Getting through to and beating the final, explosive, Wild West-themed stage would take maybe an hour on a perfect run. But nobody’s getting a perfect run, not first time around.
Escape Doodland’s difficulty generally remains on the right side of fairness, but there are a few small elements which needlessly confound the player. Gorgeous as the graphics are, they are somewhat indistinct at times, meaning it can be difficult to discern which objects the environment will help and which will hinder, and the scratchy outlines mean that sometimes the collision detection doesn’t quite hit where you expect.
Furthermore, as you progress through the game some cheap blows creep in. The underwater sections are particularly frustrating, with sluggish controls, eyebrow-raising dead-ends and a myriad of insta-death baddies – for example, an electric fish whose range of attack is aggravatingly indistinct. In short, the late game is an exercise in experimentation and memory. This is not necessarily a bad thing, if you’re prepared for as much frustration as gratification.

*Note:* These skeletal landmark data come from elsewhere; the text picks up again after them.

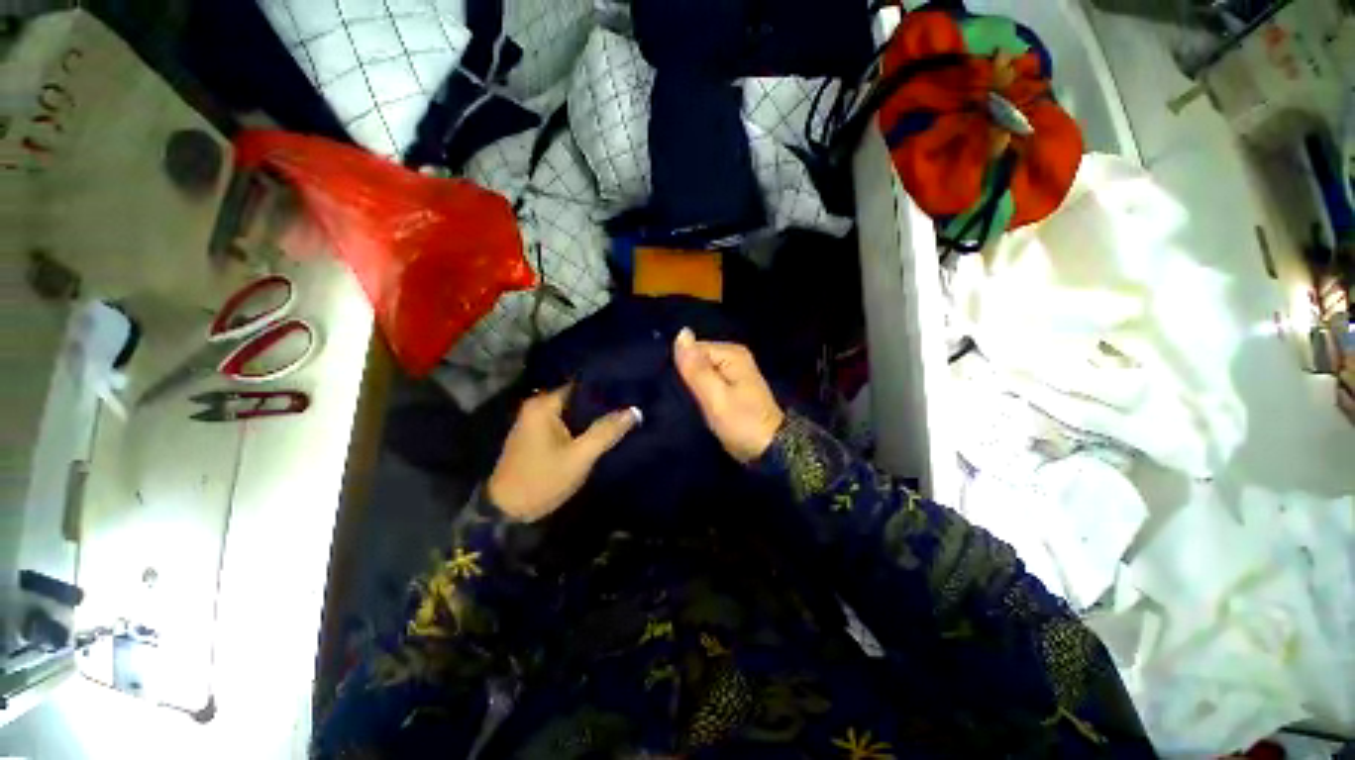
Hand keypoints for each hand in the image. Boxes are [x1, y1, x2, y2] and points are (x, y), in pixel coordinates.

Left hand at [488, 386, 640, 521]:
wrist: (507, 511)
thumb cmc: (542, 480)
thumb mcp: (579, 457)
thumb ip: (606, 432)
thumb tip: (634, 411)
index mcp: (543, 405)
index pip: (582, 385)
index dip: (606, 388)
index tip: (629, 390)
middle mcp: (537, 407)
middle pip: (577, 398)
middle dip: (601, 403)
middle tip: (630, 404)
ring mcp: (535, 421)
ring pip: (572, 411)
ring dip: (592, 416)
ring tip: (621, 415)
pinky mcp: (537, 435)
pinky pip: (565, 422)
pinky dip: (581, 425)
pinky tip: (600, 429)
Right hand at [674, 328, 784, 463]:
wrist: (770, 450)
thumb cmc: (742, 422)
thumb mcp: (715, 396)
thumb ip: (696, 367)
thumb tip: (681, 333)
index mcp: (732, 353)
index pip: (693, 350)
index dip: (682, 368)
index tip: (678, 390)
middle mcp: (734, 357)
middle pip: (698, 360)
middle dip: (687, 378)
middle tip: (682, 399)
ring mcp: (735, 373)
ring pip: (702, 373)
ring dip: (693, 387)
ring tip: (687, 403)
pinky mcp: (733, 388)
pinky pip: (709, 383)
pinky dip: (702, 393)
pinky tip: (696, 405)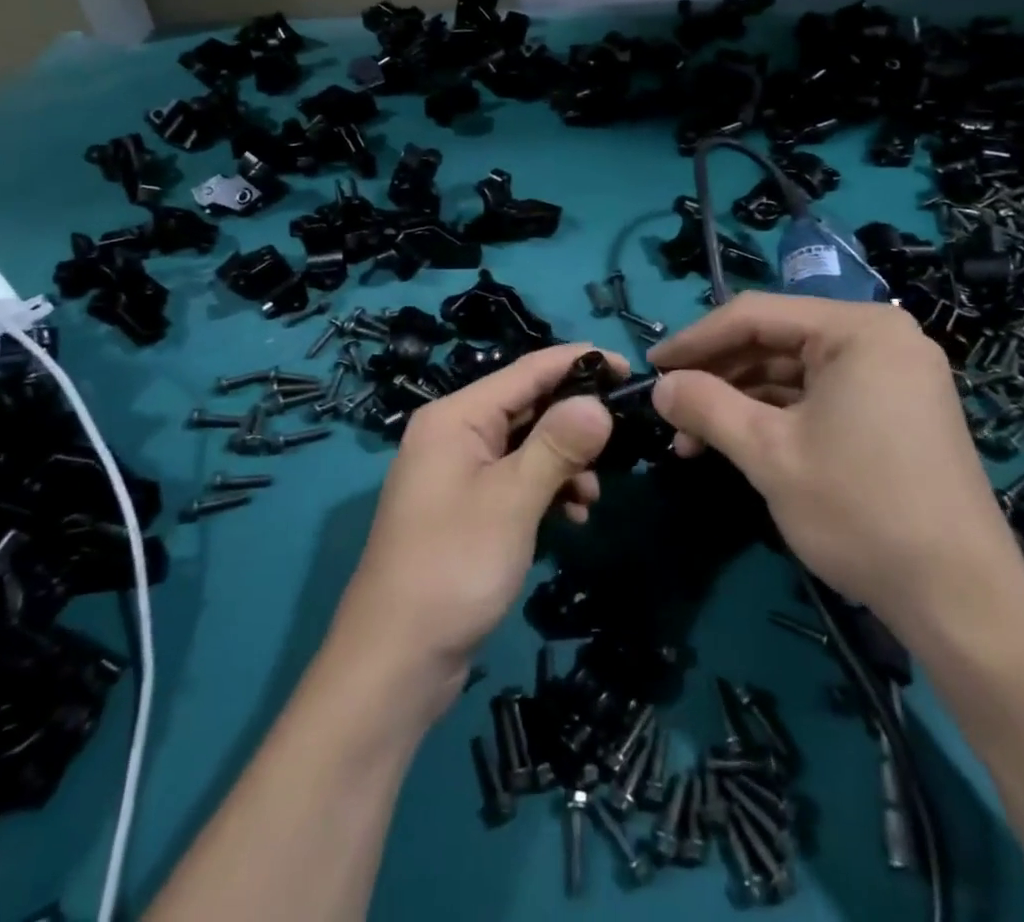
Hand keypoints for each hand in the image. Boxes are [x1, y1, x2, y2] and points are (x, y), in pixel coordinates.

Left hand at [330, 343, 627, 709]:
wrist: (396, 660)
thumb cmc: (453, 566)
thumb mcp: (513, 500)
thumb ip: (557, 445)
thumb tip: (597, 402)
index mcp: (455, 416)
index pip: (526, 370)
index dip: (578, 363)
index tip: (627, 367)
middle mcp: (453, 433)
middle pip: (526, 405)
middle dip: (574, 420)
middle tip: (622, 438)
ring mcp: (457, 472)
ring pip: (524, 445)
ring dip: (564, 462)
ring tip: (591, 496)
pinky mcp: (465, 507)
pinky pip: (515, 479)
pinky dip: (545, 489)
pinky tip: (571, 517)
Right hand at [650, 293, 1023, 643]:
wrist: (962, 603)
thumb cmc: (861, 511)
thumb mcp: (769, 453)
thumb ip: (706, 406)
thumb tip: (659, 386)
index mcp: (858, 329)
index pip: (755, 315)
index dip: (695, 340)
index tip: (651, 368)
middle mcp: (881, 338)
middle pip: (775, 340)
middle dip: (717, 377)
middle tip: (670, 410)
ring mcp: (893, 376)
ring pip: (794, 372)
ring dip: (741, 401)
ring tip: (694, 439)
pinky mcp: (896, 412)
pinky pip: (820, 396)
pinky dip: (776, 416)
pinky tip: (737, 442)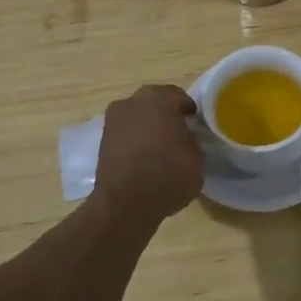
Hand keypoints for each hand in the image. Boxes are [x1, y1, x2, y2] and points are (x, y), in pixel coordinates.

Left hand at [94, 85, 205, 218]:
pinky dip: (134, 141)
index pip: (180, 96)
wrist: (126, 203)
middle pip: (154, 102)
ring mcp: (114, 120)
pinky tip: (144, 158)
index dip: (189, 111)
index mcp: (160, 99)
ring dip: (147, 127)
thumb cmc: (169, 174)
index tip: (196, 125)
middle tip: (179, 133)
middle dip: (166, 114)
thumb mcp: (198, 158)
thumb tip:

Overall, Escape Doodland is an impressive piece of work from such a tiny team. It runs smoothly (albeit with hints of frame-skipping here and there) and it has tremendous replay value. Don’t be fooled by the sweet, Snipperclips-like aesthetic, though – this is for hardcore fun-seekers only, and for them it’s a good deal. For casual players, it may feel more like an ordeal.
Escape Doodland is out now on Nintendo Switch.